37.4.2 Empirical Variance Bias by Size

# Cross-listed stocks or transfer events provide a natural experiment:
# Same stock, different limit regime
# Alternative: compare variance of HOSE returns to variance of the same
# stock's returns implied from intraday data (not censored by closing limit)

# Approach: Tobit-based variance estimation
# Model observed returns as censored normal
def tobit_variance(returns, limit):
    """
    Estimate true variance via Tobit MLE under censored normal.
    """
    r = returns.dropna().values
    upper = limit
    lower = -limit
    
    # Classify observations
    at_upper = r >= (upper - 1e-6)
    at_lower = r <= (lower + 1e-6)
    interior = ~at_upper & ~at_lower
    
    if interior.sum() < 20:
        return np.nan, np.nan
    
    def neg_loglik(params):
        mu, log_sigma = params
        sigma = np.exp(log_sigma)
        
        ll = 0
        # Interior observations
        if interior.sum() > 0:
            ll += np.sum(stats.norm.logpdf(r[interior], mu, sigma))
        # Upper censored
        if at_upper.sum() > 0:
            ll += np.sum(np.log(1 - stats.norm.cdf(upper, mu, sigma) + 1e-15))
        # Lower censored
        if at_lower.sum() > 0:
            ll += np.sum(np.log(stats.norm.cdf(lower, mu, sigma) + 1e-15))
        
        return -ll
    
    # Initial values
    mu0 = r[interior].mean() if interior.sum() > 0 else 0
    sigma0 = r[interior].std() if interior.sum() > 0 else r.std()
    
    try:
        result = optimize.minimize(
            neg_loglik, [mu0, np.log(max(sigma0, 1e-6))],
            method='Nelder-Mead', options={'maxiter': 5000}
        )
        mu_hat = result.x[0]
        sigma_hat = np.exp(result.x[1])
        return mu_hat, sigma_hat
    except Exception:
        return np.nan, np.nan

# Estimate for each HOSE stock
hose_stocks = daily_hose.groupby('ticker').filter(
    lambda x: len(x) >= 250
)['ticker'].unique()

tobit_results = []
for ticker in hose_stocks[:500]:  # Sample for speed
    rets = daily_hose[daily_hose['ticker'] == ticker]['daily_return'].dropna()
    if len(rets) < 250:
        continue
    
    naive_sigma = rets.std()
    mu_hat, sigma_hat = tobit_variance(rets, 0.07)
    
    if np.isfinite(sigma_hat) and sigma_hat > 0:
        tobit_results.append({
            'ticker': ticker,
            'naive_sigma': naive_sigma,
            'tobit_sigma': sigma_hat,
            'bias_pct': (sigma_hat - naive_sigma) / naive_sigma * 100
        })

tobit_df = pd.DataFrame(tobit_results)

print("Tobit vs Naive Volatility Estimation (HOSE):")
print(f"  Mean naive σ:  {tobit_df['naive_sigma'].mean():.4f}")
print(f"  Mean Tobit σ:  {tobit_df['tobit_sigma'].mean():.4f}")
print(f"  Mean bias:     {tobit_df['bias_pct'].mean():.1f}%")
print(f"  Median bias:   {tobit_df['bias_pct'].median():.1f}%")
print(f"  Max bias:      {tobit_df['bias_pct'].max():.1f}%")
fig, axes = plt.subplots(1, 2, figsize=(14, 5))

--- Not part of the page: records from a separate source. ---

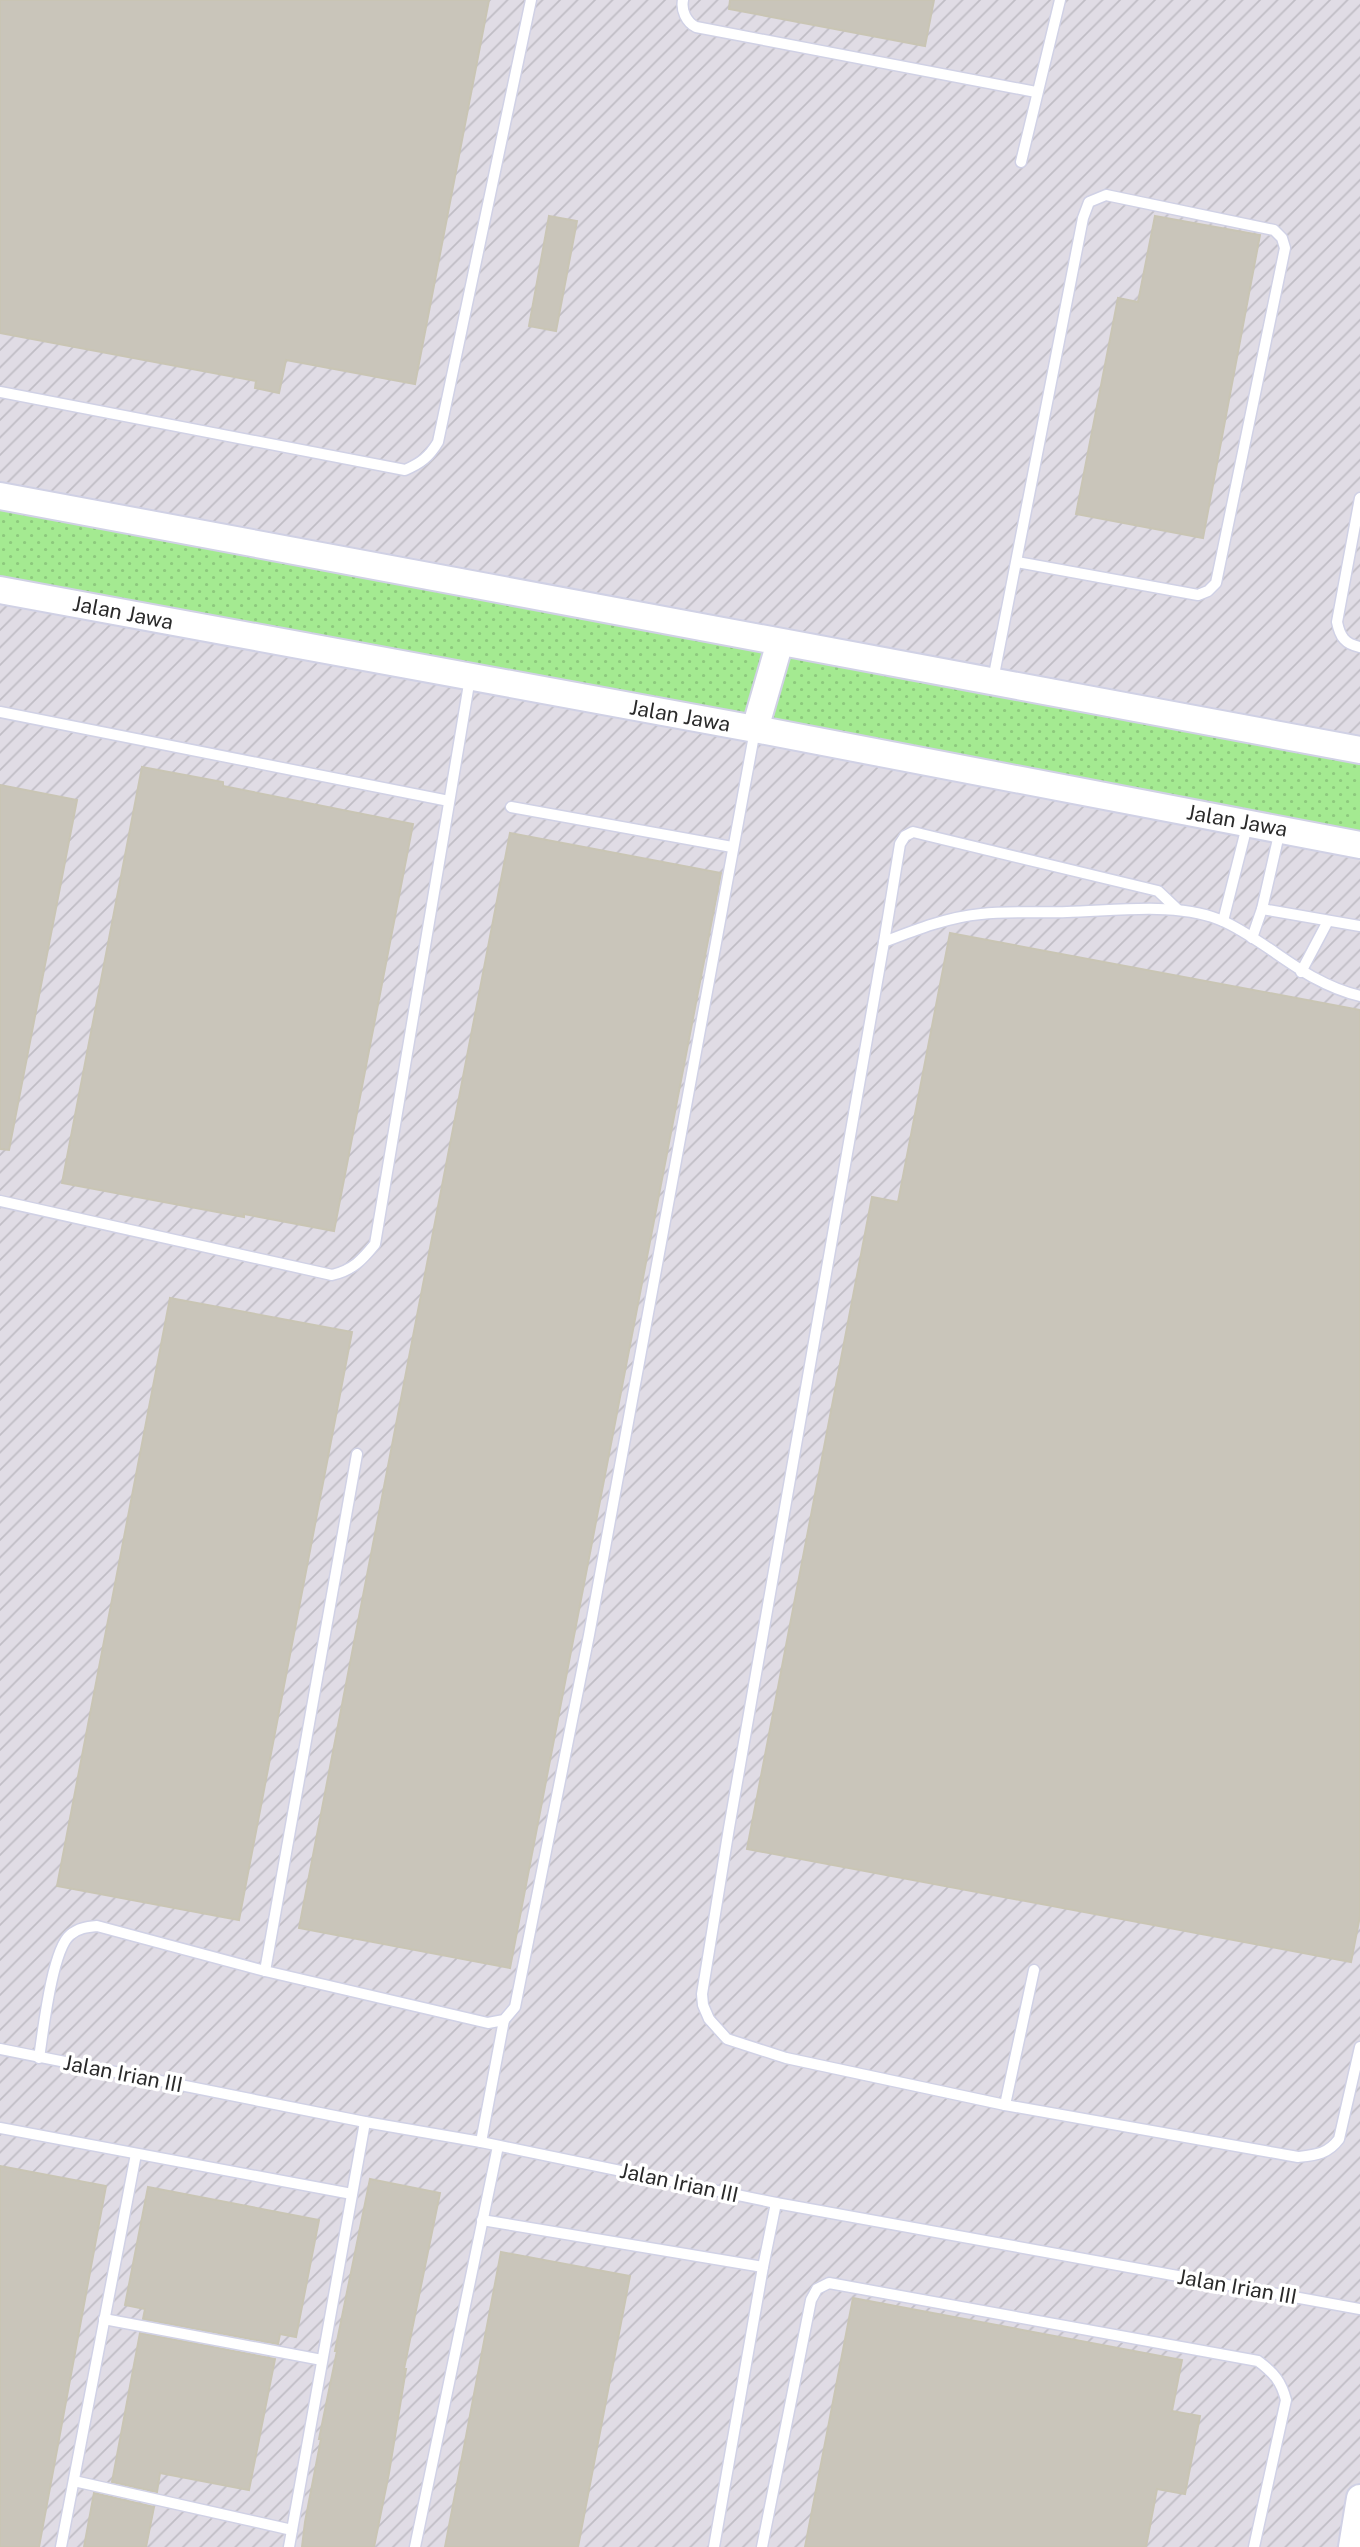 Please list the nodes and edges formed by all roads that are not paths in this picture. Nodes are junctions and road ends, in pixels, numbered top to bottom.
1 (531, 0) edge
2 (682, 0) edge
3 (1060, 0) edge
4 (1036, 92) junction
5 (1021, 162) dead end
6 (0, 392) edge
7 (0, 496) edge
8 (1360, 498) edge
9 (1017, 562) junction
10 (0, 590) edge
11 (780, 642) junction
12 (1360, 647) edge
13 (470, 678) junction
14 (993, 680) junction
15 (0, 712) edge
16 (755, 729) junction
17 (1360, 750) edge
18 (449, 801) junction
19 (511, 807) dead end
20 (1247, 824) junction
21 (1280, 829) junction
22 (1360, 845) edge
23 (732, 847) junction
24 (1177, 909) junction
25 (1262, 909) junction
26 (1223, 921) junction
27 (1328, 921) junction
28 (1360, 926) edge
29 (1252, 938) junction
30 (884, 942) junction
31 (1301, 972) junction
32 (1360, 996) edge
33 (0, 1201) edge
34 (357, 1454) dead end
35 (1034, 1970) dead end
36 (265, 1971) junction
37 (505, 2020) junction
38 (1360, 2047) edge
39 (0, 2049) edge
40 (39, 2058) junction
41 (1005, 2105) junction
42 (365, 2122) junction
43 (0, 2129) edge
44 (481, 2142) junction
45 (498, 2146) junction
46 (135, 2154) junction
47 (352, 2194) junction
48 (776, 2203) junction
49 (482, 2221) junction
50 (763, 2267) junction
51 (1360, 2309) edge
52 (104, 2319) junction
53 (322, 2360) junction
54 (74, 2481) junction
55 (1360, 2498) edge
56 (292, 2530) junction
57 (61, 2547) edge
58 (289, 2547) edge
59 (415, 2547) edge
60 (714, 2547) edge
61 (762, 2547) edge
62 (1254, 2547) edge
63 (1352, 2547) edge

1 - 6 lane
2 - 4 lane
3 - 4 lane
4 - 5 lane
7 - 11 street
8 - 12 lane
9 - 9 lane
9 - 14 lane
10 - 13 street, Jalan Jawa
11 - 14 street
11 - 16 street
13 - 16 street, Jalan Jawa
13 - 18 lane
14 - 17 street
15 - 18 lane
16 - 20 street, Jalan Jawa
16 - 23 lane
18 - 33 lane
19 - 23 lane
20 - 21 street, Jalan Jawa
20 - 26 lane
21 - 22 street, Jalan Jawa
21 - 25 lane
23 - 37 lane
24 - 26 lane
24 - 30 lane
24 - 30 lane
25 - 27 lane
25 - 29 lane
26 - 29 lane
27 - 28 lane
27 - 31 lane
29 - 31 lane
30 - 41 lane
31 - 32 lane
34 - 36 lane
35 - 41 lane
36 - 37 lane
36 - 40 lane
37 - 44 lane
38 - 41 lane
39 - 40 lane, Jalan Irian III
40 - 42 lane, Jalan Irian III
42 - 44 lane, Jalan Irian III
42 - 47 lane
43 - 46 lane
44 - 45 lane, Jalan Irian III
45 - 48 lane, Jalan Irian III
45 - 49 lane
46 - 47 lane
46 - 52 lane
47 - 53 lane
48 - 50 lane
48 - 51 lane, Jalan Irian III
49 - 50 lane
49 - 59 lane
50 - 60 lane
52 - 53 lane
52 - 54 lane
53 - 56 lane
54 - 56 lane
54 - 57 lane
55 - 63 street
56 - 58 lane
61 - 62 lane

axes[0].scatter(tobit_df['naive_sigma'] * 100,
                 tobit_df['tobit_sigma'] * 100,
                 s=15, alpha=0.5, color='#2C5F8A', edgecolors='none')
lim = max(tobit_df['tobit_sigma'].max(), tobit_df['naive_sigma'].max()) * 100 + 0.5
axes[0].plot([0, lim], [0, lim], 'k--', linewidth=1)
axes[0].set_xlabel('Naive σ (% daily)')
axes[0].set_ylabel('Tobit σ (% daily)')
axes[0].set_title('Panel A: Tobit vs Naive Volatility')

axes[1].hist(tobit_df['bias_pct'], bins=50, color='#C0392B',
             alpha=0.7, edgecolor='white', density=True)
axes[1].axvline(x=0, color='black', linewidth=1)
axes[1].axvline(x=tobit_df['bias_pct'].median(), color='#2C5F8A',
                linewidth=2, linestyle='--',
                label=f"Median: {tobit_df['bias_pct'].median():.1f}%")
axes[1].set_xlabel('Bias (%): (Tobit - Naive) / Naive')
axes[1].set_ylabel('Density')
axes[1].set_title('Panel B: Distribution of Correction')
axes[1].legend()

plt.tight_layout()
plt.show()
Figure 37.6

37.5 Volatility Estimation Under Price Limits

37.5.1 Range-Based Estimators

Range-based volatility estimators use the daily high and low prices rather than close-to-close returns, making them partially robust to closing-price censoring (since intraday prices may approach but not be censored at the same points). However, they are biased when the intraday price trajectory itself is constrained by the limits.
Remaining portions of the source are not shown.